* **Stored data**:
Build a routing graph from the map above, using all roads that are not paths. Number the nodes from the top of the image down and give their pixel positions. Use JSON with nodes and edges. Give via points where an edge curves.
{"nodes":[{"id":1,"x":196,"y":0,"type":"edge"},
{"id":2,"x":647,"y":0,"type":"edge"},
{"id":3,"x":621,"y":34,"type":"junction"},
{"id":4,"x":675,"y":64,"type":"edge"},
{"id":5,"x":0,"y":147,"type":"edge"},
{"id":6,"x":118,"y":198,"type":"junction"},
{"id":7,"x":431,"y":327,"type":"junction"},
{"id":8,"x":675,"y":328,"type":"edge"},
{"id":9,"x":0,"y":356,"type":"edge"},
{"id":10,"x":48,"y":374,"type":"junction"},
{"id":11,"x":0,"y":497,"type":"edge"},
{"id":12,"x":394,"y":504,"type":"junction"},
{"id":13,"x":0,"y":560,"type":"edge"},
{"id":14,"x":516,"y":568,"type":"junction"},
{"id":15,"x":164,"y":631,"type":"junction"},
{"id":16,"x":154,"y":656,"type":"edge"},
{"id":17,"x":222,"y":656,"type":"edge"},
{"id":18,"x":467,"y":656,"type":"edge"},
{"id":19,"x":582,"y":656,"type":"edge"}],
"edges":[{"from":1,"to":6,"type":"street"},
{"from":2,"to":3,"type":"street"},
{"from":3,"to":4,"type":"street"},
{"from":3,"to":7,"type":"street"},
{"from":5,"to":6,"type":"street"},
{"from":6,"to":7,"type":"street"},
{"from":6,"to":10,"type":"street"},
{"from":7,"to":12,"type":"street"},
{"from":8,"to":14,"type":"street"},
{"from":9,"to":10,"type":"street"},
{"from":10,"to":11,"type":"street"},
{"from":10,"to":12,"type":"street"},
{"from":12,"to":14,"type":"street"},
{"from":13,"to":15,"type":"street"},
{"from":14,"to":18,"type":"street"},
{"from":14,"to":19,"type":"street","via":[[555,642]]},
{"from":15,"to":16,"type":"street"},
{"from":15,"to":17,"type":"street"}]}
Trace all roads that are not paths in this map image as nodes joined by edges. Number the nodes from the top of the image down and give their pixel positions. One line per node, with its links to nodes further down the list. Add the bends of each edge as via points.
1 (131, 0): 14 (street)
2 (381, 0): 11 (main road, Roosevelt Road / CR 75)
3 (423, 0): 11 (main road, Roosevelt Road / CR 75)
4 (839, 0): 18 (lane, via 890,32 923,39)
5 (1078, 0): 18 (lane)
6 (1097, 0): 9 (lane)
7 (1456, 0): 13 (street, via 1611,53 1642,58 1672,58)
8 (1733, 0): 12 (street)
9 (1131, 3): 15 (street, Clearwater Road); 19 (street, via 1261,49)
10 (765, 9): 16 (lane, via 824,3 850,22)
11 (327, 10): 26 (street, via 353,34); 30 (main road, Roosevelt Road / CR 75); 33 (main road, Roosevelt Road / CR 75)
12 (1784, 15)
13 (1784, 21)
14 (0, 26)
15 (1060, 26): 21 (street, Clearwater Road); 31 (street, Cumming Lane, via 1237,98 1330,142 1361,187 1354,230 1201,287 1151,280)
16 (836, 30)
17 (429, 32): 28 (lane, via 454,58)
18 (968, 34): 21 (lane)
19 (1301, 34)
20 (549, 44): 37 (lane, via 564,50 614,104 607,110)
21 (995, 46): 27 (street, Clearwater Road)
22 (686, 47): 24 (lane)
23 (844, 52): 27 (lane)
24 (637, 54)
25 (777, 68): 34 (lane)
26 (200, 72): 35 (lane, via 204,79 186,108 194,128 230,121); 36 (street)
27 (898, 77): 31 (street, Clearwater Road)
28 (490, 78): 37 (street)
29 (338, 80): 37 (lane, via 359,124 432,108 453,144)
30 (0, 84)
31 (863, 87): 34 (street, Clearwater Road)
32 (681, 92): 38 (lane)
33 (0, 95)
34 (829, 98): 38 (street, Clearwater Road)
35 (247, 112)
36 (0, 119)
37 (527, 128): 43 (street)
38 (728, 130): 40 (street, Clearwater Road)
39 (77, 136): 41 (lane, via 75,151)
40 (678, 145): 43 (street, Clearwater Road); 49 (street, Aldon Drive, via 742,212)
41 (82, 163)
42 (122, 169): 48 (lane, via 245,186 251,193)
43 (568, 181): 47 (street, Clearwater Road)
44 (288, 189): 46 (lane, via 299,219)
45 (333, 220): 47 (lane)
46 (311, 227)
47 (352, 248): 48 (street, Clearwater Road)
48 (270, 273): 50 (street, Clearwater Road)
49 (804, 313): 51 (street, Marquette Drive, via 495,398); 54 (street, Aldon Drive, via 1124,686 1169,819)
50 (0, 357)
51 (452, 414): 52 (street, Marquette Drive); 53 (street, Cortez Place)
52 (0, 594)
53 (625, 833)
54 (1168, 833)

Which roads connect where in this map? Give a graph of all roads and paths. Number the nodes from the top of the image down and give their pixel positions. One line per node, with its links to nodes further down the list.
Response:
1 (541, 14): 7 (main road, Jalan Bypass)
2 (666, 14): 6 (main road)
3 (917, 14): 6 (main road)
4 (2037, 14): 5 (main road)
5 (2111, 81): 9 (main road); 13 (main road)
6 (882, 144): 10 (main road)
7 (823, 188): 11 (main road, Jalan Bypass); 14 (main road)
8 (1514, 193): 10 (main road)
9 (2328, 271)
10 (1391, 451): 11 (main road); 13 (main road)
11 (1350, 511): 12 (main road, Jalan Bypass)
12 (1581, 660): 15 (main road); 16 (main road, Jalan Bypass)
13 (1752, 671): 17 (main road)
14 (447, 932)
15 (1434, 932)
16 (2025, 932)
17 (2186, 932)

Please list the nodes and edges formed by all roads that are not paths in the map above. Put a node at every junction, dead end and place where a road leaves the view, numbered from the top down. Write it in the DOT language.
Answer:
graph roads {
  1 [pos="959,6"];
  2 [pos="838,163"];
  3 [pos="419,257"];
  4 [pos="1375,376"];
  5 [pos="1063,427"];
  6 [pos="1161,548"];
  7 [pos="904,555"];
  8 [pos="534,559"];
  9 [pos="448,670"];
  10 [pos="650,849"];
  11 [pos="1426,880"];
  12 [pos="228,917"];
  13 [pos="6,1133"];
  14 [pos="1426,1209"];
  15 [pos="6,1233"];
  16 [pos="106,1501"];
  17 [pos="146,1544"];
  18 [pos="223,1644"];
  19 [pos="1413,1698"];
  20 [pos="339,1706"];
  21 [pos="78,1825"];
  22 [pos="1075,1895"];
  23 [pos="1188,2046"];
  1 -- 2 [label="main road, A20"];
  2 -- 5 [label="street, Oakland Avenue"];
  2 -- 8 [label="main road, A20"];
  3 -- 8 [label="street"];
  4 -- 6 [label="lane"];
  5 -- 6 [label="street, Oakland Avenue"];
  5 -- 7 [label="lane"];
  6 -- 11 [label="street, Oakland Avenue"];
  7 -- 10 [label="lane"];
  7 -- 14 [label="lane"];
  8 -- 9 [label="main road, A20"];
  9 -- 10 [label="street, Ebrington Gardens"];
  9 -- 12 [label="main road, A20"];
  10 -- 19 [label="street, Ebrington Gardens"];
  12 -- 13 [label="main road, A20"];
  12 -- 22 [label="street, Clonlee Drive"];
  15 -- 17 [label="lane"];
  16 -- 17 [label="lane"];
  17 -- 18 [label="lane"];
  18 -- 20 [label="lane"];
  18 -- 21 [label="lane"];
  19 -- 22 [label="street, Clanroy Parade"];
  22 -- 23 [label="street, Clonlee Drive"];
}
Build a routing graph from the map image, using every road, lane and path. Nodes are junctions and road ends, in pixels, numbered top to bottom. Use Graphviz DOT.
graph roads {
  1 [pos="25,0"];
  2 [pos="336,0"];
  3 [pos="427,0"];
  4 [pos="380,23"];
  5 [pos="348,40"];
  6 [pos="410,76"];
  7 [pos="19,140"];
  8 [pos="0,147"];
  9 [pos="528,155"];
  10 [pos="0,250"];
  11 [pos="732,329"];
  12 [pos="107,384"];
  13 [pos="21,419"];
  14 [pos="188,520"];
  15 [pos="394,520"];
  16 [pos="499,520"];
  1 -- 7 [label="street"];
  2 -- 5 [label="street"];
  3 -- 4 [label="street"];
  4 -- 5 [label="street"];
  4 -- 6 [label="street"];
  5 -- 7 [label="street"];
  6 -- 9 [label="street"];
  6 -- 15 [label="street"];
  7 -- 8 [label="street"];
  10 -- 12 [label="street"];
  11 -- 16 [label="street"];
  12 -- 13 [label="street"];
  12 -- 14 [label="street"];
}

* **Task item**:
Looking at the entries above, count each line that includes the string "Gardens" and give only the total.

* **Exercise result**:
2